Pero al menos existía lealtad entre los banqueros, la organización y su reputación a largo plazo, dice el exempleado de Citibank, quien está releyendo por segunda vez la autobiografía de su exjefe, Walter Wriston. Su lealtad persiste a pesar de que su carrera profesional terminó.

"Ahora, la gente va saltando de un banco a otro. La lealtad a la organización es menor que la lealtad a los propios ingresos y bonos", dice, y agrega que en el pasado eso ayudaba a que los bancos fuesen más reacios a despedir a sus empleados.

De acuerdo con Joris Luyendijk, antropólogo que escribe sobre la industria, la mayoría de la gente en la actualidad cambia de puesto de trabajo después de estar en algún lugar durante un período que va de 18 meses a tres años.

"La manera en la que la gente es contratada y despedida dice mucho de la cultura bancaria. No solo hay movilidad laboral por los despidos, sino también porque la gente recibe ofertas de otras instituciones. El profesional está solo, tratando de hacer dinero. Se crea una cultura de desconfianza y miedo", dice.
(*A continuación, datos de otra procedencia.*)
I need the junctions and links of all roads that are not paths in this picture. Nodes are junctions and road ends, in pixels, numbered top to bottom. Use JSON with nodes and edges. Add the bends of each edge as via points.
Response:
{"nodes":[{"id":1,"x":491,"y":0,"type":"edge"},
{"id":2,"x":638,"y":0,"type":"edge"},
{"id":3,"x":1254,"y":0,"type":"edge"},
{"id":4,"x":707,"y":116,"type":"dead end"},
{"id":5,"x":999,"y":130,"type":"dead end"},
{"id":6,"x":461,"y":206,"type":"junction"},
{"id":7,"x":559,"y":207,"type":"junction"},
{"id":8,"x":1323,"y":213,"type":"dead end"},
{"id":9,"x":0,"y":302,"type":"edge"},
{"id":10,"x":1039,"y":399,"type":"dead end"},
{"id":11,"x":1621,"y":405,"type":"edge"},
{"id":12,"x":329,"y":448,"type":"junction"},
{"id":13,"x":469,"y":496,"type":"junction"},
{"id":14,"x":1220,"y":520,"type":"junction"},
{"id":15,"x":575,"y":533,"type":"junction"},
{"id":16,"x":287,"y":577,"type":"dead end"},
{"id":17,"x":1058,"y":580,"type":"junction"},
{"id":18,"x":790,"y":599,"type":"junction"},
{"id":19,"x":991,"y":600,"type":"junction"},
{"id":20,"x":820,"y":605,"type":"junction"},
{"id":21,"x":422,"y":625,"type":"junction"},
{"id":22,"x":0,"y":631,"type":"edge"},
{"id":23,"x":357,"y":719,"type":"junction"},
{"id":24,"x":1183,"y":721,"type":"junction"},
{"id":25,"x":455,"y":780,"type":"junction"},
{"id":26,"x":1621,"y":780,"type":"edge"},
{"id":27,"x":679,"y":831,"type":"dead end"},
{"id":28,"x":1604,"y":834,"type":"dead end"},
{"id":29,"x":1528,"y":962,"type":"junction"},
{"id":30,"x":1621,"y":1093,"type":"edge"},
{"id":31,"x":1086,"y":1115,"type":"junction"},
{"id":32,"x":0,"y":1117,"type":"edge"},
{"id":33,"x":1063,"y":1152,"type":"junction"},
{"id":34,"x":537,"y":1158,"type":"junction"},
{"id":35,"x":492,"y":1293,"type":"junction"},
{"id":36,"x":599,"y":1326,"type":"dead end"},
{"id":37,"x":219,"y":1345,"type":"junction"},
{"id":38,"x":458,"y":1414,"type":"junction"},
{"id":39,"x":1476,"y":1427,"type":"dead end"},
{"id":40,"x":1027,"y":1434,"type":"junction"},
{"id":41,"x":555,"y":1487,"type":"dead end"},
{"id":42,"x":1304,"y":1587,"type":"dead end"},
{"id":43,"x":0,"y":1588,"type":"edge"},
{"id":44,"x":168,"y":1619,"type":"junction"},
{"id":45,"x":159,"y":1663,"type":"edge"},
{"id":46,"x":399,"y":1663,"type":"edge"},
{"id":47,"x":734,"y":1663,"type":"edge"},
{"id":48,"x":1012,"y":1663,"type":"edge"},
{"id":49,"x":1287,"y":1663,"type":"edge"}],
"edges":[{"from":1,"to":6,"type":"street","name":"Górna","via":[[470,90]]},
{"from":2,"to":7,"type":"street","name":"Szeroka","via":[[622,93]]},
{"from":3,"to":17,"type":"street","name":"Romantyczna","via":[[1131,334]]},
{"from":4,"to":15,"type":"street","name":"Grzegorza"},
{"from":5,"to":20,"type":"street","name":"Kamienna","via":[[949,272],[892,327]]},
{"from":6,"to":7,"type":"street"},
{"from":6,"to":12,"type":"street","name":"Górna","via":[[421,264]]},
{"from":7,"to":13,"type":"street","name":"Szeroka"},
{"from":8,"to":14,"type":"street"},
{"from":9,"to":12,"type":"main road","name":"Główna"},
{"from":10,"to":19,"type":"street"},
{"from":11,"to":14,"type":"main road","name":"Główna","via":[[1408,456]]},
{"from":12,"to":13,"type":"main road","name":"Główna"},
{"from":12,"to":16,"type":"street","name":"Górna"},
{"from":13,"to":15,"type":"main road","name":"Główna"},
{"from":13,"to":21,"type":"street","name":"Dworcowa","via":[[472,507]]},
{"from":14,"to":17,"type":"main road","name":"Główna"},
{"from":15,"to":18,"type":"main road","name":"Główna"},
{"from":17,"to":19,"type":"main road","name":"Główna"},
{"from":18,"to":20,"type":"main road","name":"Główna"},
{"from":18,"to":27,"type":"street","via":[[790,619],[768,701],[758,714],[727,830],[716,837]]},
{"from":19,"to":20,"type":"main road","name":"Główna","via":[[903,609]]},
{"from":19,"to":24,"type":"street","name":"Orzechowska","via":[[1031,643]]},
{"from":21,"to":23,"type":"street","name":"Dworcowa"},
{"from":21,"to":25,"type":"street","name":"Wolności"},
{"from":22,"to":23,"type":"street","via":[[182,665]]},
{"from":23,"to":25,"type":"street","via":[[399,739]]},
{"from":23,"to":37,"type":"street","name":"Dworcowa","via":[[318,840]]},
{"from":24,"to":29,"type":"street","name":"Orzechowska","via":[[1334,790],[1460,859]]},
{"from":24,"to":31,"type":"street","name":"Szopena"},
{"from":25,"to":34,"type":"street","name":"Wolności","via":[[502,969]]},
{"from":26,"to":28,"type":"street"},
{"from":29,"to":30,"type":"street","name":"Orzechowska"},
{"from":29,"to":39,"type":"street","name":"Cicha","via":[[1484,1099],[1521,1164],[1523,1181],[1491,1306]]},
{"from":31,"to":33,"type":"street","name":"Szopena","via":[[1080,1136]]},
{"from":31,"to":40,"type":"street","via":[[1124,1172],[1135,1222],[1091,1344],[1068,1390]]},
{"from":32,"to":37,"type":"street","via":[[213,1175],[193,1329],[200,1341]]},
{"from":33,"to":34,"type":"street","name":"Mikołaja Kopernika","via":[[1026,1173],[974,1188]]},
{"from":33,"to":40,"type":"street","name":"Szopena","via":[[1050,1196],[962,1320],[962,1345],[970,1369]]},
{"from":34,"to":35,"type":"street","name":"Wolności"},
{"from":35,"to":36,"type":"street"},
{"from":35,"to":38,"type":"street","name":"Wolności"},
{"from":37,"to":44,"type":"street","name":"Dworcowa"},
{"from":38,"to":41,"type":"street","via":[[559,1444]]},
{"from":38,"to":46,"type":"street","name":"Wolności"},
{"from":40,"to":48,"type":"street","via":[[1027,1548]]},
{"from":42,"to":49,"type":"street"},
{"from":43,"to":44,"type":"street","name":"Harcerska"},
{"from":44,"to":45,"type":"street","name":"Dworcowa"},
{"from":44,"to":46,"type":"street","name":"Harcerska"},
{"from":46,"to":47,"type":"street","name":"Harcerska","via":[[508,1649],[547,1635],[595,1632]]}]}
"Hay cero lealtad del banco hacia el empleado y viceversa".

Inversores y accionistas

Mujeres en la bolsa
La presencia de las mujeres y los extranjeros estuvo prohibida en la Bolsa de Londres hasta 1972.

Después de los escándalos recientes, los bancos están tratando de limpiar su imagen y recuperar la confianza del público, contratando a nuevas caras.

Pero no es una tarea fácil.

"El nuevo liderazgo es positivo, aunque la cultura no cambie de un día para otro", dice Melissa Fisher, profesora de antropología en la Universidad de Nueva York, que recientemente publicó Wall Street Women, un libro sobre la historia de las mujeres en las finanzas.

"Se trata de estructuras de cultura y poder que están profundamente arraigadas. No se pueden cambiar las reglas formales así como así. Existe una diferencia entre lo que la gente dice y hace. Crear una nueva estructura lleva tiempo".

Y los financistas no son los únicos culpables.

Los bancos, a su vez, se encuentran bajo la presión de inversores y accionistas, pues de lo contrario llevarán su dinero a otro lugar.

"Así que hay mucho de codicia y avaricia de su parte también", dice el Luyendijk.

"Creo que es realmente reconfortante culpar a los banqueros, pero en última instancia, su comportamiento es solo el ejemplo más visible de la conducta de todos", asegura.

"Queda claro que los banqueros no son los únicos egoístas y cortoplacistas".